Yes, the struggle between black workers and white, racist Corporation owners and operators is the most vicious of all existing struggles in the world today. It is sometimes opened and sometimes closed, it is sometimes hot and sometimes cold. It is, nevertheless, in the final sense a vicious struggle. Let it be further understood that by taking the course of disciplining the strikers you have opened that struggle to a new and higher level and for this I sincerely THANK YOU. You have made the decision to do battle with me and therefore to do battle with the entire black community in this city, this state, this country, and in this world of which I am a part. Black people of the world are united in a common struggle which had its beginning with the exploitation of non-white people on a world wide scale.
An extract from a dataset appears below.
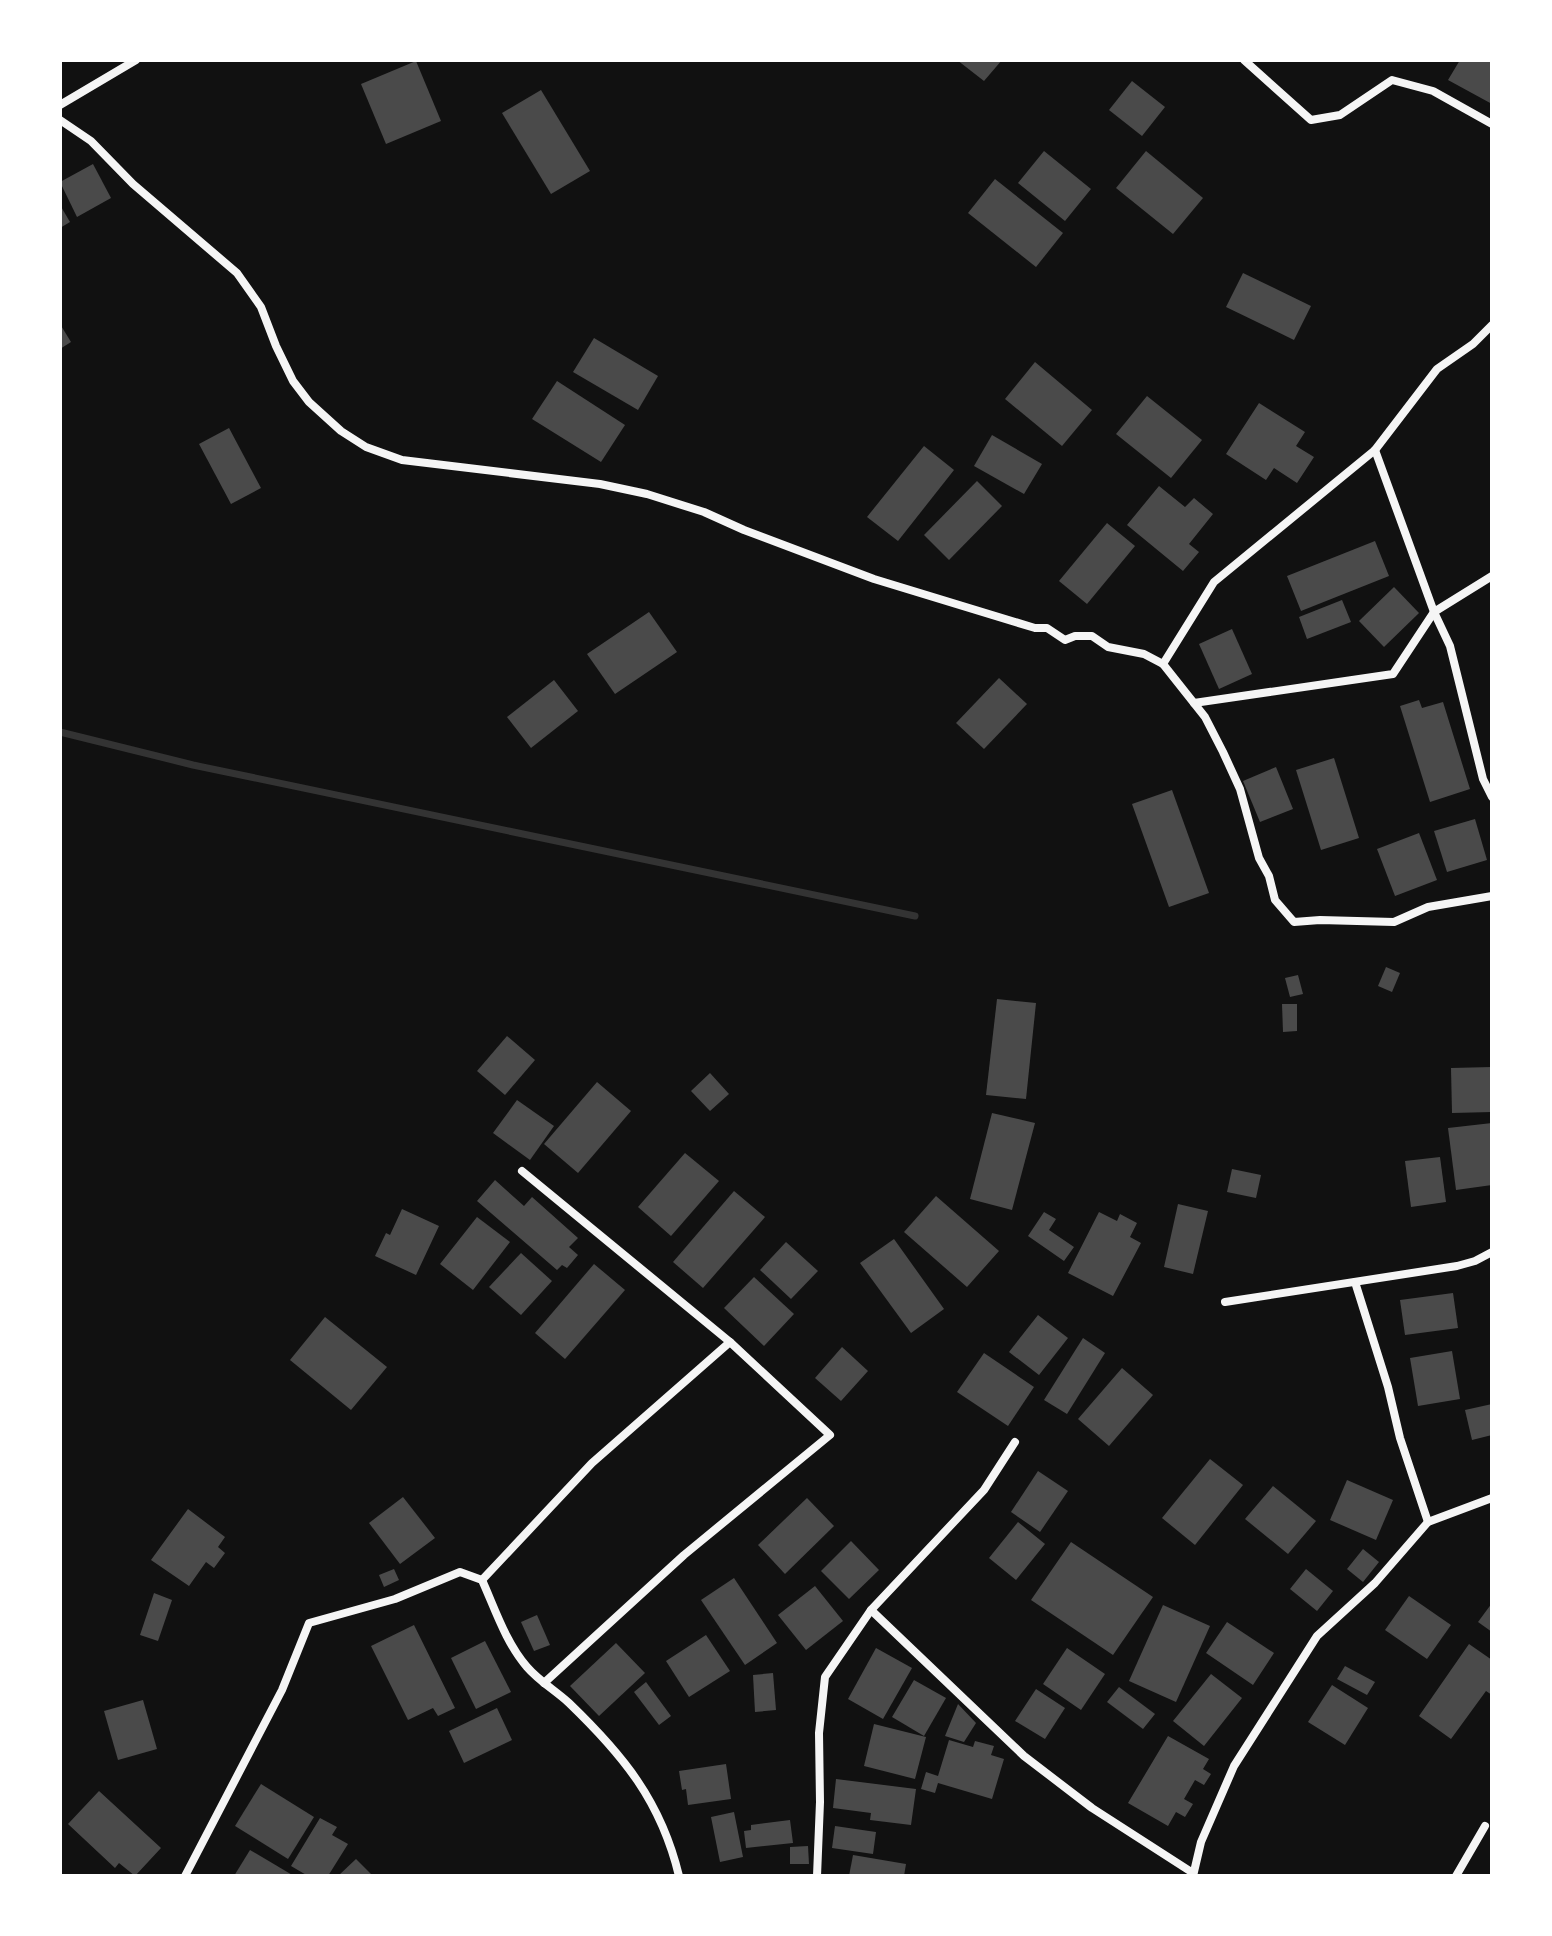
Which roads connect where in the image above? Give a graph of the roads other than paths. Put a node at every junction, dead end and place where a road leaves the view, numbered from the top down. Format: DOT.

To quote from W.E.B. Du Bois, “The emancipation of man is the emancipation of labor and the emancipation of labor is the freeing of that basic majority of workers who are yellow, brown, and black.” You have made the decision to do battle, and that is the only decision that you will make. WE shall decide the arena and the time. You will also be held completely responsible for all of the grave consequences arising from your racist actions.
Thank you again
General G. Baker, Jr.
0290-170
p.s. You have lit the unquenchable spark.
This excerpt is taken from the chapter “Inner City Voice,” in Dan Georgakas and Martin Surkin, Detroit: I Do Mind Dying (Chicago: Haymarket, 2012 [1975]), 13-25.